TASK OBJECTIVE
Once you reach the line containing "thumb tip: (982, 864)" in the data below, restate each line word for word up to and including the one containing "pinky tip: (882, 905)".

PROVIDED ENTRIES
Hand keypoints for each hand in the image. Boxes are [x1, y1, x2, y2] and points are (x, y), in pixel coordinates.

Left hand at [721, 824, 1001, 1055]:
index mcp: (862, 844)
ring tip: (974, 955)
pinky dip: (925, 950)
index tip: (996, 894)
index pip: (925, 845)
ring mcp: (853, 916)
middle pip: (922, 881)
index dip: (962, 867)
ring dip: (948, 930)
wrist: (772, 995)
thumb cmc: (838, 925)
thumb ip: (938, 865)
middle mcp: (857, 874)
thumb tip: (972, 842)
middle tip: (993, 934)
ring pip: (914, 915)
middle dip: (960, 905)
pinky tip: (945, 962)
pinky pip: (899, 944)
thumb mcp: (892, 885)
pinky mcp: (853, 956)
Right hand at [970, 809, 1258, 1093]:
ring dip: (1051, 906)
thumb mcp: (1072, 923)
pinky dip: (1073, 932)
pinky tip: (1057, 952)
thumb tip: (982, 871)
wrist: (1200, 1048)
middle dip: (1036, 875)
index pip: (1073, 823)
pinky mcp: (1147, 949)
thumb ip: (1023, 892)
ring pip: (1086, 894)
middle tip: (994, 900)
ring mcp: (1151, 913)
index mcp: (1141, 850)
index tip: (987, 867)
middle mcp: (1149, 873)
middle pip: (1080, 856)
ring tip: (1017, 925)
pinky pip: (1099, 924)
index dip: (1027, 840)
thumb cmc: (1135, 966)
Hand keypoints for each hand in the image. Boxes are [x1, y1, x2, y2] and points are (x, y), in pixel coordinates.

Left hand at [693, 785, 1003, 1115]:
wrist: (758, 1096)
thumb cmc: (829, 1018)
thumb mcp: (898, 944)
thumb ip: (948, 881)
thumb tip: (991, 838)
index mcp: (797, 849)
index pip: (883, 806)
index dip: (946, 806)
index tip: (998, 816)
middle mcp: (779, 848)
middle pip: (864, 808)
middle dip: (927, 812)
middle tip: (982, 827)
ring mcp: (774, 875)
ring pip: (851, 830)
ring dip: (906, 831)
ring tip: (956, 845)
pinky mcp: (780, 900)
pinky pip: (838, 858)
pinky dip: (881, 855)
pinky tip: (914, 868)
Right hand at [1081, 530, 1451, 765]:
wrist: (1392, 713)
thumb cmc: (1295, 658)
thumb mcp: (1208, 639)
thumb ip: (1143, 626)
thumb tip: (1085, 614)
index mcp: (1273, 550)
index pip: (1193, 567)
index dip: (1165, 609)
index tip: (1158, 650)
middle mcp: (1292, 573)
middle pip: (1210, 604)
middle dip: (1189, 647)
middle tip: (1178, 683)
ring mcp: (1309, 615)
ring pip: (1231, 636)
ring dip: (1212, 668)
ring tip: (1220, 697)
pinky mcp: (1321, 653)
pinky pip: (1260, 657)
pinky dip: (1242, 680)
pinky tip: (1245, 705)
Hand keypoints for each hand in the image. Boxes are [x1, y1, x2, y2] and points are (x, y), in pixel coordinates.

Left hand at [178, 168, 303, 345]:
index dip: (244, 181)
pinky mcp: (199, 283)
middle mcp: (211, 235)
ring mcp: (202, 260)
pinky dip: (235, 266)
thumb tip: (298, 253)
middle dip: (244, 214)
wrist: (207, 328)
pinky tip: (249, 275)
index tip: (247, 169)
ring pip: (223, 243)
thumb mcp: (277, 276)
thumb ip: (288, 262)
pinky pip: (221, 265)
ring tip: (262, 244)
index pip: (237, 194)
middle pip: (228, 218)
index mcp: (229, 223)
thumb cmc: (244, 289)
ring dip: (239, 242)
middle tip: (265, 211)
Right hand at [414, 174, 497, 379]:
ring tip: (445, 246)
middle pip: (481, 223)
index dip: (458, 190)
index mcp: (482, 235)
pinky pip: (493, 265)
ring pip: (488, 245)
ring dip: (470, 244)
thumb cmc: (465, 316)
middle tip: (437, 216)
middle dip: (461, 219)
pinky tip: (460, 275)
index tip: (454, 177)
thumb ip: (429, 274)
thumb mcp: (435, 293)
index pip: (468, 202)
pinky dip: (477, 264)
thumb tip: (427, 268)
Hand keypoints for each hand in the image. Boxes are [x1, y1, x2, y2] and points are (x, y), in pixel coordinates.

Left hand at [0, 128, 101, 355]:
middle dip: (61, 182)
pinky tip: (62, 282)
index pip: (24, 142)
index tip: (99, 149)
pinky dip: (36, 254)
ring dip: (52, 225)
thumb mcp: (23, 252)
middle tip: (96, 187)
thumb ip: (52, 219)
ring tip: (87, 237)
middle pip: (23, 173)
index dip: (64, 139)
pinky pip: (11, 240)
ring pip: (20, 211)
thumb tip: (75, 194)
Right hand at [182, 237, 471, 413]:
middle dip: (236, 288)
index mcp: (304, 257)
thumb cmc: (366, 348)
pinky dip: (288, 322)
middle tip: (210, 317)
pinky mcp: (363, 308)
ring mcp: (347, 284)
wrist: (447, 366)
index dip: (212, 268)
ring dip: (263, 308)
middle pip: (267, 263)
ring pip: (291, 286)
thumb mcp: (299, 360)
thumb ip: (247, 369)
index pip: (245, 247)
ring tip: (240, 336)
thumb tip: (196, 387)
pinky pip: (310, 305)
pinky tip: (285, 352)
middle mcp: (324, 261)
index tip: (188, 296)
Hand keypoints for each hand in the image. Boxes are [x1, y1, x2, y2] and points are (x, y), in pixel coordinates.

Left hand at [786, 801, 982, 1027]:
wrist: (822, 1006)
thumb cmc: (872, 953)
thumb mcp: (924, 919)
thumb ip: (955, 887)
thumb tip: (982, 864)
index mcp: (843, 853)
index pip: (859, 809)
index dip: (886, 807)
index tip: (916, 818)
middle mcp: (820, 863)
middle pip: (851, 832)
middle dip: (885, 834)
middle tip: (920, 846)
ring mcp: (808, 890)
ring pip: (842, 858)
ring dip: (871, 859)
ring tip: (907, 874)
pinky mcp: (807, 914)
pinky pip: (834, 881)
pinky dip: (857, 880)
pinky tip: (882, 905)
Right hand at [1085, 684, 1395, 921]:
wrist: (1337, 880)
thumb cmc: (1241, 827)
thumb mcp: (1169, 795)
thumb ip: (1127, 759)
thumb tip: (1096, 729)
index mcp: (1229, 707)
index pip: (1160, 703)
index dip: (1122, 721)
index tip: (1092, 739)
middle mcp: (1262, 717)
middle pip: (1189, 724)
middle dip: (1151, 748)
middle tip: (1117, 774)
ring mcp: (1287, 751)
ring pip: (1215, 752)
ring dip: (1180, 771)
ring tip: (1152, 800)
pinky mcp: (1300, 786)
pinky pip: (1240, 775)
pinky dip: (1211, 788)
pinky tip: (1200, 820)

ANSWER SPACE
thumb tip: (982, 864)
index mcp: (843, 853)
index pip: (859, 809)
index dip: (886, 807)
index tip: (916, 818)
middle mcp: (820, 863)
middle pip: (851, 832)
middle dip: (885, 834)
middle tip: (920, 846)
ring mcp: (808, 890)
ring pip: (842, 858)
ring dip: (871, 859)
ring tip: (907, 874)
pinky mcp: (807, 914)
pinky pip: (834, 881)
pinky dip: (857, 880)
pinky tip: (882, 905)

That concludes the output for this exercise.